If you’re wondering “So, how do you write a keynote speech?” I suggest you start by asking yourself the following five questions:
- Who are the people the audience you are speaking to? The more you know about your audience, the more you can create a keynote speech that is relevant and of service to them.
- What pain, problem or challenge are you there to shine a light on or solve on behalf of your audience?
- Based on your answers to the first two questions, what is your big idea, the “key note” you are there to expand upon in your keynote speech?
- What are the three main points, lessons, or takeaways you want make (and flesh out with stories, data, and other sticky evidence) that are in support of your big idea, and will make up the body of your keynote speech?
- What can you choose to do to begin and end your keynote speech in a way that is maximally memorable and engaging?
If you are struggling to put together your keynote speech, don’t despair. You don’t have to go it alone. There are professional keynote presentation coaches who can help you turn your big idea into a magical, moving, memorable speech.

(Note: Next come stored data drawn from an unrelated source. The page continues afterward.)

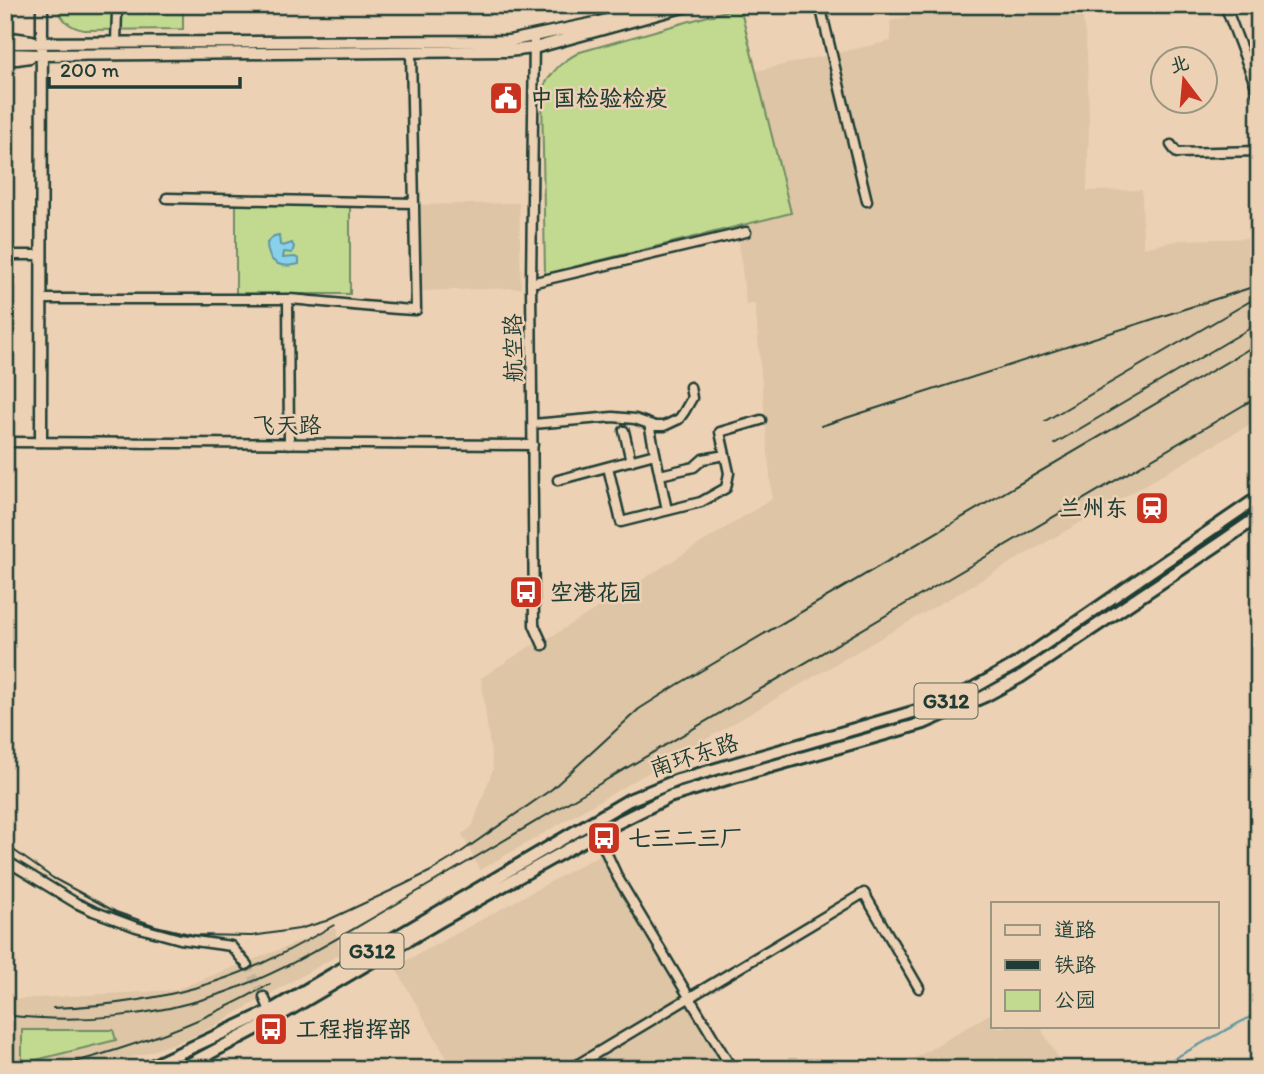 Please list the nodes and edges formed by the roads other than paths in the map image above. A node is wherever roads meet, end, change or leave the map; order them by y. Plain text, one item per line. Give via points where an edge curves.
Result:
1 (42, 5) edge
2 (662, 5) edge
3 (690, 5) edge
4 (820, 5) edge
5 (1225, 5) edge
6 (117, 12) dead end
7 (5, 36) edge
8 (534, 37) junction
9 (42, 41) junction
10 (116, 41) junction
11 (5, 43) edge
12 (534, 48) junction
13 (411, 52) junction
14 (5, 54) edge
15 (42, 55) junction
16 (5, 60) edge
17 (1258, 92) edge
18 (1171, 145) dead end
19 (1259, 151) edge
20 (167, 198) dead end
21 (867, 201) dead end
22 (413, 203) junction
23 (747, 232) dead end
24 (5, 255) edge
25 (42, 255) junction
26 (531, 283) junction
27 (42, 299) junction
28 (288, 299) junction
29 (690, 387) dead end
30 (761, 420) dead end
31 (533, 424) junction
32 (649, 424) junction
33 (624, 431) dead end
34 (41, 441) junction
35 (5, 442) edge
36 (289, 444) junction
37 (533, 445) junction
38 (655, 454) junction
39 (725, 455) junction
40 (631, 461) junction
41 (607, 467) junction
42 (660, 475) junction
43 (558, 480) dead end
44 (1259, 496) edge
45 (667, 510) junction
46 (1259, 516) edge
47 (1211, 531) junction
48 (1220, 543) junction
49 (543, 645) dead end
50 (592, 821) junction
51 (597, 833) junction
52 (5, 860) edge
53 (247, 965) tunnel mouth
54 (919, 988) dead end
55 (264, 997) tunnel mouth
56 (689, 998) junction
57 (270, 1011) junction
58 (145, 1069) edge
59 (180, 1069) edge
60 (570, 1069) edge
61 (732, 1069) edge

1 - 9 main road
2 - 8 main road
3 - 12 main road
4 - 21 street
5 - 17 street
6 - 10 street
7 - 9 street
8 - 10 main road via 509,41
8 - 12 street, 航空路
9 - 10 main road
9 - 11 main road
9 - 15 main road
12 - 13 main road
12 - 26 street, 航空路
13 - 15 main road
13 - 22 street
14 - 15 main road
15 - 16 street
15 - 25 main road
18 - 19 street via 1177,153
20 - 22 street
22 - 28 street via 416,310
23 - 26 street
24 - 25 street
25 - 27 main road
26 - 31 street, 航空路
27 - 28 street
27 - 34 main road
28 - 36 street
29 - 32 street via 692,398 679,419 664,426
30 - 39 street via 720,432
31 - 32 street via 613,417
31 - 37 street, 航空路
32 - 38 street
33 - 40 street
34 - 35 street, 飞天路
34 - 36 street, 飞天路
36 - 37 street, 飞天路
37 - 49 street, 航空路 via 534,625
38 - 40 street
38 - 42 street
39 - 42 street
39 - 45 street via 726,488 701,502
40 - 41 street
41 - 43 street
41 - 45 street via 621,522
42 - 45 street
44 - 47 highway, 南环东路 / G312
46 - 48 highway, 南环东路 / G312
47 - 48 highway
47 - 50 highway, 南环东路 / G312 via 1016,664 956,698 678,780
48 - 51 highway, 南环东路 / G312 via 1020,677 962,708 669,797
50 - 51 street
50 - 57 highway, 南环东路 / G312
51 - 56 street via 618,878
51 - 59 highway, 南环东路 / G312
52 - 53 street via 93,911 180,939 231,946
54 - 56 street via 864,893
55 - 57 street
56 - 60 street
56 - 61 street
57 - 58 highway, 南环东路 / G312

Fill Your Keynote Speech With Who You Are
Whether you write keynote speech by yourself, or with the help of a trusted keynote presentation coach, remember this: The greatest resources you’ve got to draw upon are your unique experiences, expertise, and stories. Fill your keynote speech with who you are and what you know. Be human and relatable, so your audience can connect more deeply with you.
And when the time comes for you to step up to the podium and give your keynote speech remember:
Your words matter.
Use your words responsibly.
Use your words with intention.
Use your words to change your world.